Con ordinanza n. 22094 del 13/07/2022 la Suprema Corte ha ritenuto giusta la causa del licenziamento comminato ai danni di una lavoratrice che si era rifiutata, per ben due volte, di sottoporsi a visita medica prima di riprendere servizio in conseguenza dell’assegnazione di nuove mansioni.
Alla sentenza in questione sottendono una serie di interrogativi, a cui spesso lavoratori e datori di lavoro non conoscono immediata risposta.
Facciamo, allora chiarezza su alcuni punti.

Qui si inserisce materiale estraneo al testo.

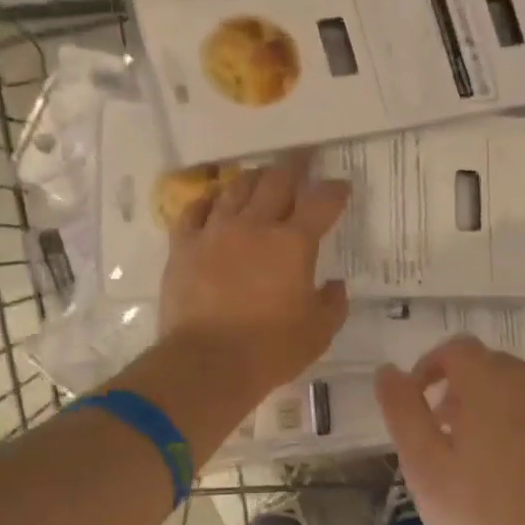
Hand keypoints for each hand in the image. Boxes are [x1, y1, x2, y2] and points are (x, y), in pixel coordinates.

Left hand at [159, 153, 349, 395]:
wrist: (207, 363)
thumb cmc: (270, 350)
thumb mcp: (318, 333)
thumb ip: (332, 304)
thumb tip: (334, 286)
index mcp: (293, 244)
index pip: (321, 202)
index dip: (334, 189)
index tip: (340, 186)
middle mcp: (255, 226)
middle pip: (276, 180)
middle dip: (294, 167)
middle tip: (301, 161)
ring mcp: (215, 232)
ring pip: (236, 188)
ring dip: (253, 179)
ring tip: (260, 178)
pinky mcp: (183, 246)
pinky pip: (194, 210)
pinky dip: (208, 201)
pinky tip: (214, 202)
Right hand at [375, 338, 524, 524]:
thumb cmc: (489, 519)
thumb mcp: (427, 470)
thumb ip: (404, 414)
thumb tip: (387, 371)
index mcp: (491, 386)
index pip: (457, 349)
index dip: (431, 367)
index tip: (420, 402)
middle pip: (494, 369)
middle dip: (464, 391)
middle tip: (448, 435)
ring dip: (500, 414)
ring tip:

E’ legittima la richiesta di sottoposizione del lavoratore a visita medica in occasione di un cambio di mansioni? In punto di diritto, deve rilevarsi che la visita medica di idoneità, in ipotesi di cambio delle mansioni, è prescritta per legge e la richiesta di sottoposizione a visita da parte del datore di lavoro, prima della assegnazione alle nuove mansioni, non solo è fortemente consigliabile per valutare l’effettiva idoneità del lavoratore alle nuove lavorazioni che lo occuperanno, ma è, anche e soprattutto, un adempimento obbligatorio ai sensi dell’art. 41, comma 2, lett. d), del D.Lgs. 81/08 e s.m.i.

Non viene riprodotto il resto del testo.